Analysis and Prediction of Legal Judgements in the Slovak Criminal Proceedings

Post category:Články

Analysis and Prediction of Legal Judgements in the Slovak Criminal Proceedings

Article

Authors: Dávid Varga, Zoltán Szoplák, Stanislav Krajči, Pavol Sokol, Peter Gurský

Abstract

This paper uses machine learning to analyze criminal judgements in the Slovak Republic to determine their adequacy and set a baseline for predicting their outcomes. First, we summarize past and recent advancements in predicting verdicts and other attributes of legal text written in different languages. We then demonstrate data preparation of all publicly available Slovak judgements, extraction of their verdicts, and separation into main parts using a Slovak word inflection dictionary called Tvaroslovník.

Later, we use this data to classify the judgements into acquittal or conviction using several known machine learning methods, ranging from simple statistical methods such as SVM and random forests to deep learning networks based on convolution, recurrence, and their combinations. We evaluate their efficiency, analyze and identify significantly highly correlated terms with each result class, and offer a hypothesis as to why these terms are correlated with these results.

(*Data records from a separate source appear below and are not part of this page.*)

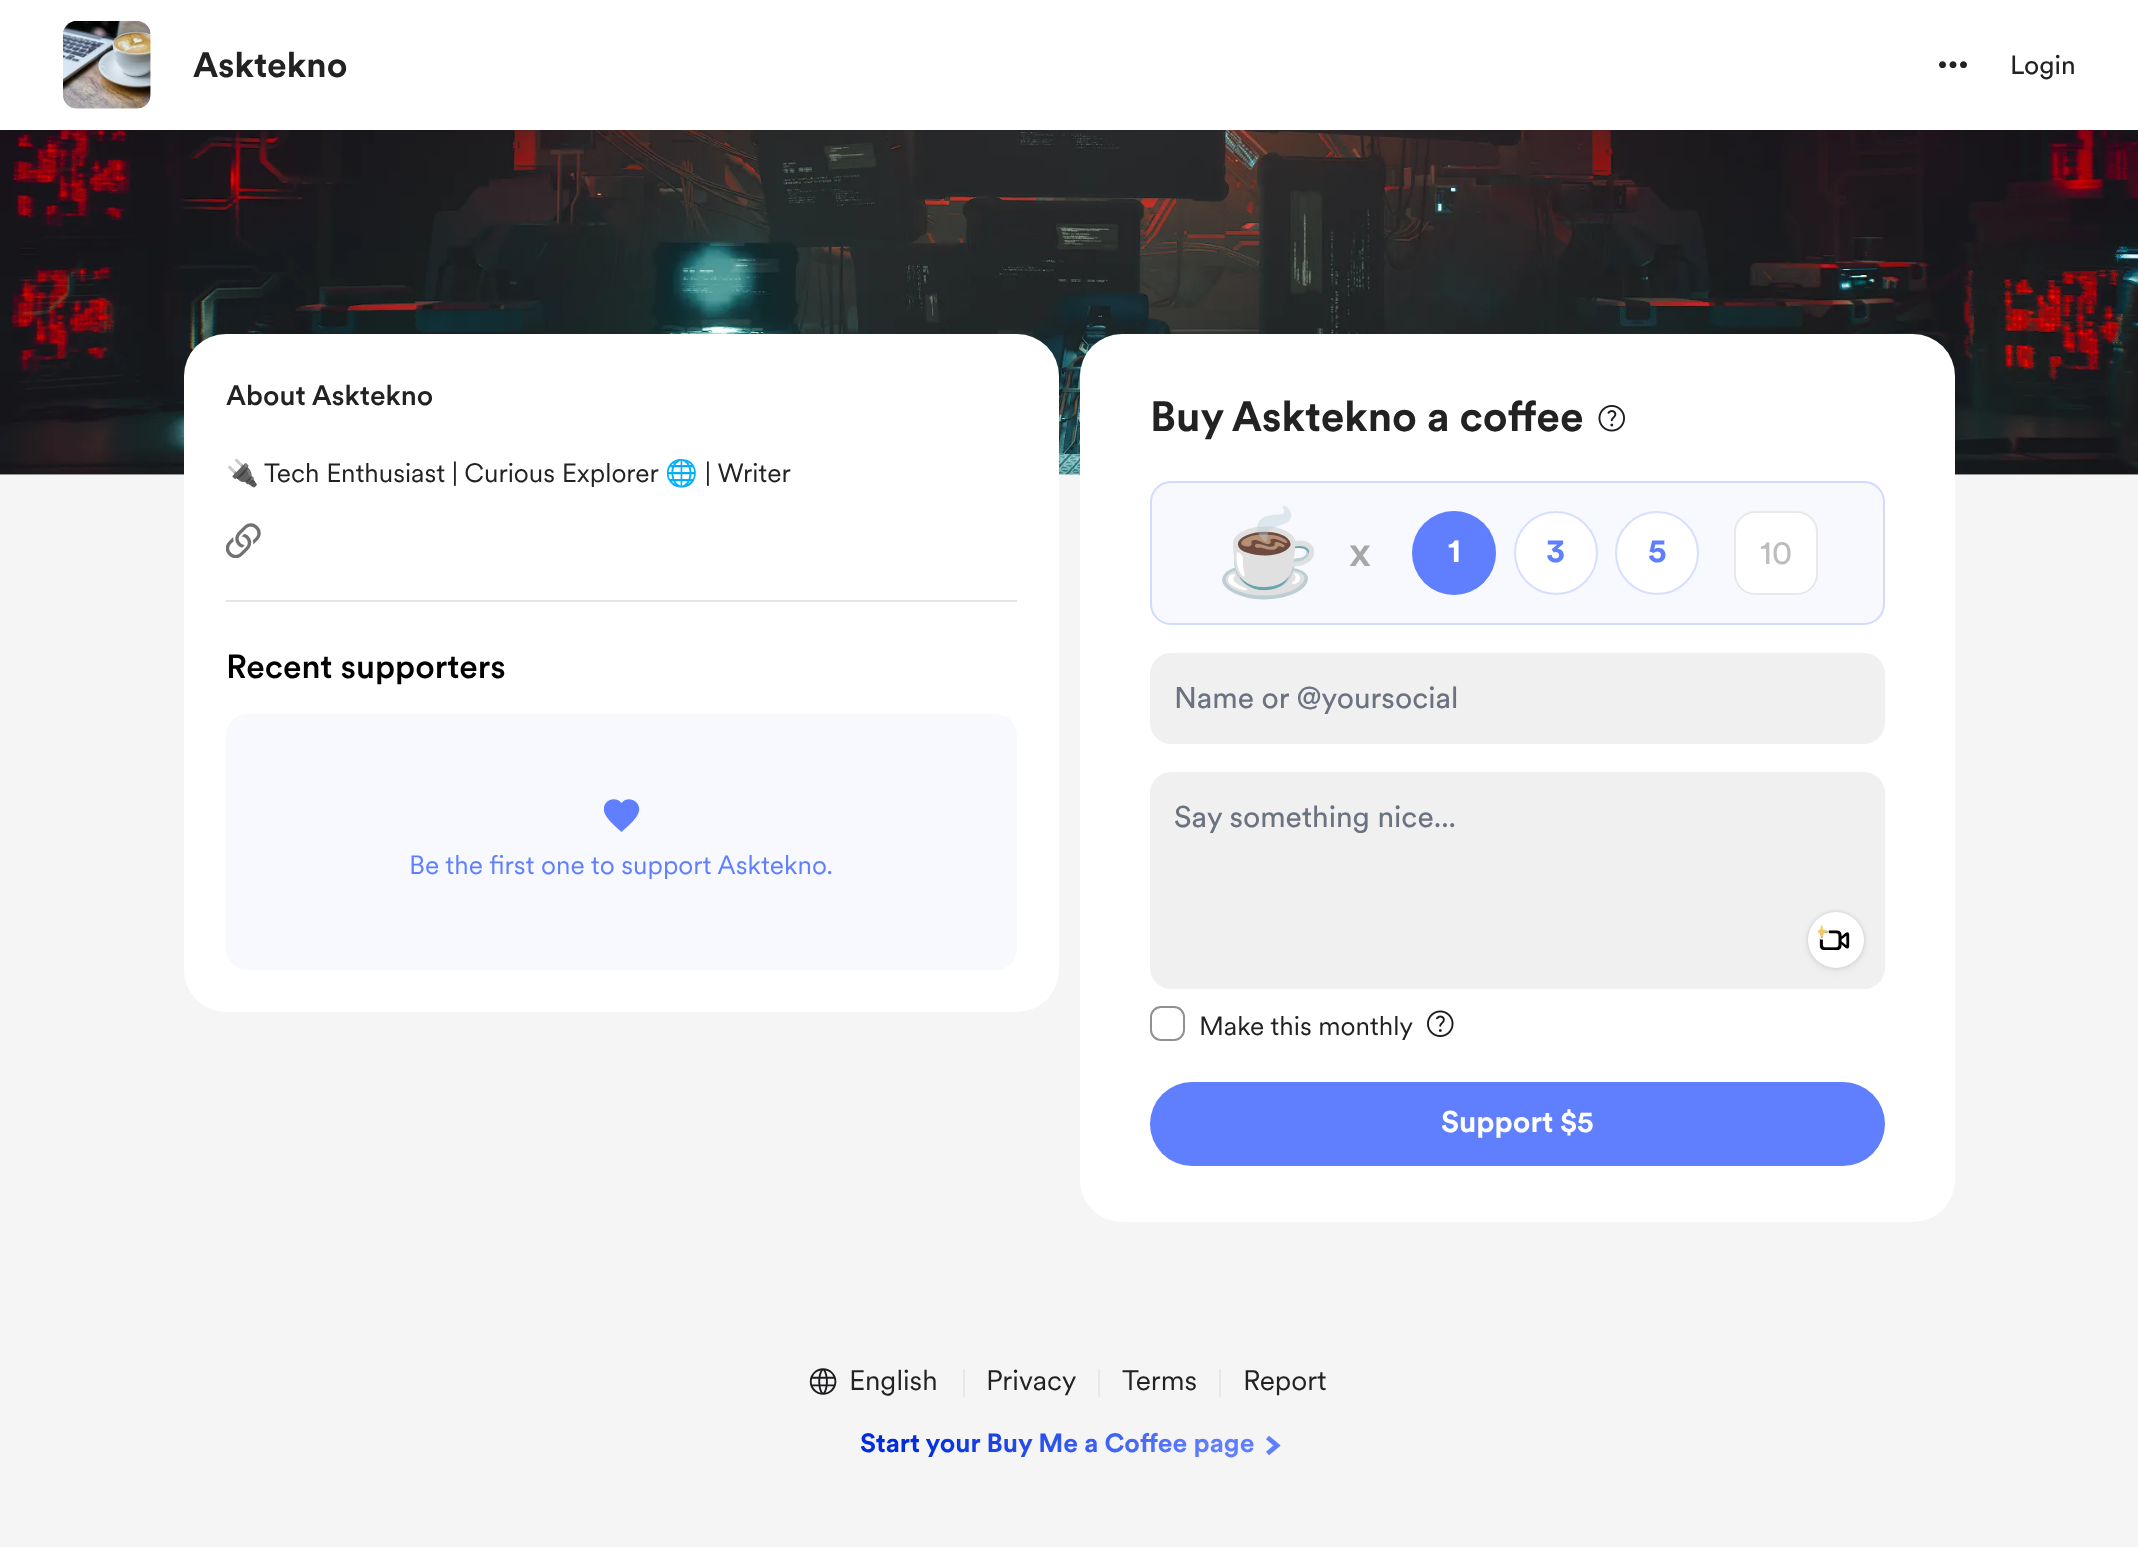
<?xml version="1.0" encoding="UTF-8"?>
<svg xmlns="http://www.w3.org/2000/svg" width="2138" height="1547">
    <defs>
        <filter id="blur1" x="-50%" y="-200%" width="200%" height="500%"><feGaussianBlur stdDeviation="1"/></filter>
        <clipPath id="clip1"><rect x="604" y="798" width="37" height="35"/></clipPath>
        <linearGradient id="g1" gradientUnits="userSpaceOnUse" x1="885" y1="1365" x2="1254" y2="1522"><stop offset="0.14" stop-color="#002CDE"/><stop offset="0.82" stop-color="#5F7FFF"/></linearGradient>
        <filter id="blur2" x="-50%" y="-200%" width="200%" height="500%"><feGaussianBlur stdDeviation="4.5"/></filter>
        <filter id="blur3" x="-50%" y="-200%" width="200%" height="500%"><feGaussianBlur stdDeviation="2"/></filter>
    </defs>
    <rect width="100%" height="100%" fill="#F5F5F5"/>
    <image x="0" y="130" width="2138" height="345" href="img_04.png"/>
    <rect x="0" y="2" width="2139" height="129" fill="#000000" fill-opacity="0.06" filter="url(#blur1)"/>
    <rect x="0" y="0" width="2138" height="130" fill="#FFFFFF"/>
    <image x="63" y="21" width="88" height="88" href="img_01.png"/>
    <image x="63" y="21" width="88" height="88" href="img_02.png"/>
    <text x="193" y="77" font-family="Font" font-size="35" font-weight="700" fill="#222222">Asktekno</text>
    <image x="1939" y="61" width="28" height="7" href="img_03.png"/>
    <text x="2010" y="74" font-family="'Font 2'" font-size="26.25" fill="#222222">Login</text>
    <image x="0" y="474" width="2138" height="1" href="img_05.png"/>
    <rect x="184" y="334" width="875" height="678" rx="42" fill="#FFFFFF"/>
    <rect x="226" y="600" width="791" height="2" fill="#E4E4E4"/>
    <text x="226" y="405" font-family="Font" font-size="28" font-weight="500" fill="#222222">About Asktekno</text>
    <text x="226" y="482" font-family="Noto Color Emoji" font-size="26.25" fill="#222222">🔌</text>
    <text x="264" y="482" font-family="Font" font-size="26.25" fill="#222222">Tech Enthusiast | Curious Explorer</text>
    <text x="665" y="482" font-family="Noto Color Emoji" font-size="26.25" fill="#222222">🌐</text>
    <text x="705" y="482" font-family="Font" font-size="26.25" fill="#222222">| Writer</text>
    <image x="226" y="523" width="35" height="35" href="img_06.png"/>
    <text x="226" y="678" font-family="Font" font-size="33.25" font-weight="500" fill="#000000">Recent supporters</text>
    <rect x="226" y="714" width="791" height="256" rx="21" fill="#F8F9FF"/>
    <g clip-path="url(#clip1)">
        <path d="M 621.5 832 C 616 827 608 820.5 605 814 C 599.5 803 613.5 794 621.5 803 C 629 794 643.5 803 638 814 C 635 820.5 627 827 621.5 832 Z" fill="#5F7FFF"/>
    </g>
    <text x="409" y="874" font-family="Font" font-size="26.25" fill="#5F7FFF">Be the first one to support Asktekno.</text>
    <rect x="1080" y="334" width="875" height="888" rx="42" fill="#FFFFFF"/>
    <text x="1150" y="431" font-family="Font" font-size="42" font-weight="700" fill="#222222">Buy Asktekno a coffee</text>
    <image x="1598" y="405" width="27" height="27" href="img_07.png"/>
    <rect x="1150" y="481" width="735" height="144" rx="21" fill="#F7F9FF"/>
    <rect x="1151" y="482" width="733" height="142" rx="20" fill="none" stroke="#5F7FFF" stroke-opacity="0.25" stroke-width="2"/>
    <text x="1216" y="582" font-family="Noto Color Emoji" font-size="84" fill="#000000">☕</text>
    <text x="1349" y="566" font-family="Font" font-size="42" font-weight="500" fill="#A7A7AA">x</text>
    <circle cx="1454" cy="553" r="42" fill="#5F7FFF"/>
    <circle cx="1454" cy="553" r="41" fill="none" stroke="#5F7FFF" stroke-opacity="0.25" stroke-width="2"/>
    <text x="1448" y="562" font-family="Font" font-size="33.25" font-weight="700" fill="#FFFFFF">1</text>
    <circle cx="1556" cy="553" r="42" fill="#FFFFFF"/>
    <circle cx="1556" cy="553" r="41" fill="none" stroke="#5F7FFF" stroke-opacity="0.25" stroke-width="2"/>
    <text x="1546" y="562" font-family="Font" font-size="33.25" font-weight="700" fill="#5F7FFF">3</text>
    <circle cx="1657" cy="553" r="42" fill="#FFFFFF"/>
    <circle cx="1657" cy="553" r="41" fill="none" stroke="#5F7FFF" stroke-opacity="0.25" stroke-width="2"/>
    <text x="1648" y="562" font-family="Font" font-size="33.25" font-weight="700" fill="#5F7FFF">5</text>
    <rect x="1734" y="511" width="84" height="84" rx="21" fill="#FFFFFF"/>
    <rect x="1735" y="512" width="82" height="82" rx="20" fill="none" stroke="#222222" stroke-opacity="0.1" stroke-width="2"/>
    <text x="1760" y="564" font-family="'Font 2'" font-size="33.25" fill="#BDBDBD">10</text>
    <rect x="1150" y="653" width="735" height="91" rx="21" fill="#F0F0F0"/>
    <text x="1174" y="708" font-family="'Font 2'" font-size="29.75" fill="#6B7280">Name or @yoursocial</text>
    <rect x="1150" y="772" width="735" height="217" rx="21" fill="#F0F0F0"/>
    <text x="1174" y="827" font-family="'Font 2'" font-size="29.75" fill="#6B7280">Say something nice...</text>
    <rect x="1808" y="915" width="56" height="56" rx="28" fill="#000000" fill-opacity="0.05" filter="url(#blur2)"/>
    <rect x="1808" y="912" width="56" height="56" rx="28" fill="#000000" fill-opacity="0.15" filter="url(#blur3)"/>
    <circle cx="1836" cy="940" r="28" fill="#FFFFFF"/>
    <image x="1819" y="930" width="31" height="20" href="img_09.png"/>
    <image x="1818" y="925" width="11" height="15" href="img_08.png"/>
    <rect x="1151" y="1007" width="33" height="33" rx="10" fill="none" stroke="#919191" stroke-width="2"/>
    <text x="1199" y="1035" font-family="Font" font-size="26.25" fill="#222222">Make this monthly</text>
    <image x="1427" y="1010" width="27" height="27" href="img_10.png"/>
    <rect x="1150" y="1082" width="735" height="84" rx="42" fill="#5F7FFF"/>
    <text x="1441" y="1132" font-family="Font" font-size="29.75" font-weight="700" fill="#FFFFFF">Support $5</text>
    <image x="809" y="1368" width="28" height="27" href="img_11.png"/>
    <text x="849" y="1390" font-family="Font" font-size="28" fill="#222222">English</text>
    <rect x="963" y="1369" width="2" height="28" fill="#E8E8E8"/>
    <text x="986" y="1390" font-family="Font" font-size="28" fill="#222222">Privacy</text>
    <rect x="1098" y="1369" width="2" height="28" fill="#E8E8E8"/>
    <text x="1122" y="1390" font-family="Font" font-size="28" fill="#222222">Terms</text>
    <rect x="1219" y="1369" width="2" height="28" fill="#E8E8E8"/>
    <text x="1243" y="1390" font-family="Font" font-size="28" fill="#222222">Report</text>
    <text x="860" y="1452" font-family="Font" font-size="26.25" font-weight="700" fill="url(#g1)">Start your Buy Me a Coffee page</text>
    <path d="M 1267.5 1437.5 L 1277 1445.5 L 1267.5 1453.5" fill="none" stroke="#5F7FFF" stroke-width="4.7"/>
</svg>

We have found that a sequential input of word2vec embeddings combined with convolution-based deep learning methods produces the best results, achieving over 99% accuracy.

Introduction

Since 2016, the Ministry of Justice of the Slovak Republic has published more than 3 million publicly available court decisions online. These court decisions contain some structured data, e.g., the name of the judge or court, but mostly free text. This free text contains the most relevant parts of court decisions: the final verdict and the reasoning behind the verdict. We aim to find a method to identify court decisions that are not sufficiently reasoned and provide such decisions to lawyers for a more detailed analysis.

In this paper, we examine several statistical and machine learning methods of text representation and classification, intending to correctly predict court decisions based on the reasoning alone. After our model is trained, the reasoning and the verdict of the court decision will become inputs for this model. The model predicts the verdict from the input justification, comparing it with the true verdict received at the input. Subsequently, two situations can occur. If the predicted verdict is identical to the true verdict, we will take this court decision as sufficiently reasoned. If the predicted verdict differs from the true verdict, we will take such a decision as insufficiently reasoned.

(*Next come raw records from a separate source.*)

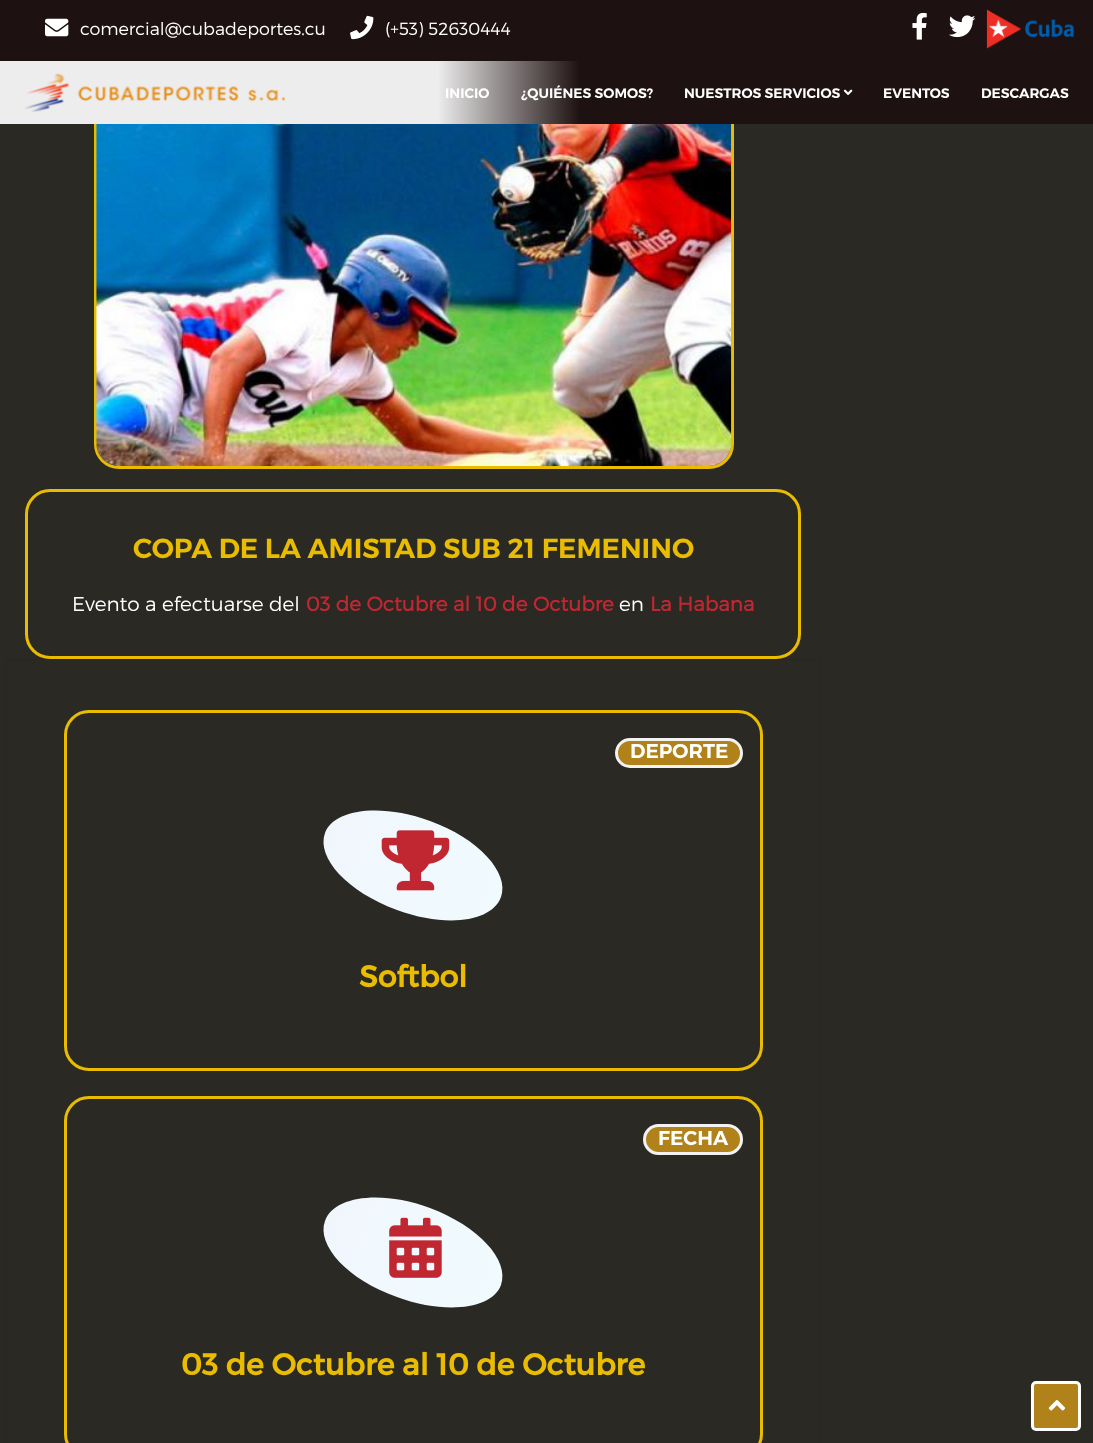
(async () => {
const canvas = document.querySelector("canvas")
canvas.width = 1093
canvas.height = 1443
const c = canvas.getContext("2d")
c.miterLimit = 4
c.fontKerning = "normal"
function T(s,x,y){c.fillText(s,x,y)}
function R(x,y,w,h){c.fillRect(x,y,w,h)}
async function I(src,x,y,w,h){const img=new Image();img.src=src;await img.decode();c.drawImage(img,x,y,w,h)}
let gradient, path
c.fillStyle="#2a2924"
R(0,0,1093,1443)
c.fillStyle="#1e1111"
R(0,0,1093,61)
await I("1.png",45,18,24,19)
c.font="300 17.5px Montserrat"
c.fillStyle="#fff"
T("comercial@cubadeportes.cu",80,35)
await I("2.png",350,15,24,25)
T("(+53) 52630444",385,35)
await I("3.png",912,12,15,28)
await I("4.png",949,15,27,23)
await I("5.png",986,9,88,40)
c.beginPath()
c.roundRect(95.5,71.5,637,396,23.5)
c.strokeStyle="#e9bc00"
c.lineWidth=3
c.stroke()
gradient = c.createLinearGradient(0,93,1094,92)
gradient.addColorStop(.4,"#ededed")
gradient.addColorStop(.53,"#1e1111")
c.fillStyle = gradient
R(0,61,1093,63)
await I("6.png",25,73,260,39)
c.font="600 13.75px Montserrat"
c.fillStyle="#fff"
T("INICIO",445,98)
T("¿QUIÉNES SOMOS?",521,98)
T("NUESTROS SERVICIOS",684,98)
await I("7.png",843,89,10,6)
T("EVENTOS",883,98)
T("DESCARGAS",981,98)
await I("8.png",96,124,636,342)
c.beginPath()
c.roundRect(26.5,490.5,773,167,23.5)
c.stroke()
c.font="600 27.5px Montserrat"
c.fillStyle="#e9bc00"
T("COPA DE LA AMISTAD SUB 21 FEMENINO",133,558)
c.font="300 20px Montserrat"
c.fillStyle="#fff"
T("Evento a efectuarse del",72,611)
c.font="bold 20px Montserrat"
c.fillStyle="#c02730"
T("03 de Octubre al 10 de Octubre",306,611)
c.font="300 20px Montserrat"
c.fillStyle="#fff"
T("en",619,611)
c.font="bold 20px Montserrat"
c.fillStyle="#c02730"
T("La Habana",650,611)
c.strokeStyle="#272621"
c.lineWidth=1
c.strokeRect(6.5,659.5,813,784)
c.beginPath()
c.roundRect(65.5,711.5,696,358,23.5)
c.strokeStyle="#e9bc00"
c.lineWidth=3
c.stroke()
c.fillStyle="#b1821a"
c.beginPath()
c.roundRect(616.5,739.5,125,27,13.5)
c.fill()
c.strokeStyle="#f2f2f2"
c.stroke()
c.font="600 20px Montserrat"
c.fillStyle="#fff"
T("DEPORTE",630,758)
gradient = c.createLinearGradient(325,833,501,897)
gradient.addColorStop(0,"#f1f6fd")
gradient.addColorStop(1,"#f0fbfe")
c.fillStyle = gradient
path = new Path2D("M430 821c48 17 80 52 71 76c-9 25-55 31-104 13c-49-18-81-52-72-77c9-24 56-30 105-12z")
c.fill(path)
await I("9.png",381,830,69,61)
c.font="bold 30px 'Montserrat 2'"
c.fillStyle="#e9bc00"
T("Softbol",359,987)
c.beginPath()
c.roundRect(65.5,1097.5,696,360,23.5)
c.strokeStyle="#e9bc00"
c.stroke()
c.fillStyle="#b1821a"
c.beginPath()
c.roundRect(644.5,1125.5,97,28,14)
c.fill()
c.strokeStyle="#f2f2f2"
c.stroke()
c.font="600 20px Montserrat"
c.fillStyle="#fff"
T("FECHA",658,1145)
gradient = c.createLinearGradient(325,1221,501,1285)
gradient.addColorStop(0,"#f1f6fd")
gradient.addColorStop(1,"#f0fbfe")
c.fillStyle = gradient
path = new Path2D("M430 1208c48 18 80 52 71 77c-9 24-55 30-104 12c-49-17-81-52-72-76c9-25 56-31 105-13z")
c.fill(path)
await I("10.png",389,1217,53,61)
c.font="bold 30px 'Montserrat 2'"
c.fillStyle="#e9bc00"
T("03 de Octubre al 10 de Octubre",181,1375)
c.fillStyle="#b1821a"
c.beginPath()
c.roundRect(1032.5,1382.5,47,47,3.5)
c.fill()
c.strokeStyle="#fff"
c.stroke()
await I("11.png",1048,1400,17,11)
})()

The model justifies its prediction by extracting the parts of the court’s reasoning that most influenced the prediction of the verdict. This paper is based on the research stated in Sokol et al. [29], in which the authors formulated their conclusions on the current state and developing trends in the use of digital evidence in judicial proceedings and the usage of the in dubio pro reo principle in criminal proceedings.

To achieve a better understanding of how judgments are reasoned, this paper aims to:

create a classification model which can predict the verdict of the judgement from its reasoning part;
identify significant terms in the judgments’ reasonings closely related to the results of judgements in the criminal proceedings (innocent or guilty).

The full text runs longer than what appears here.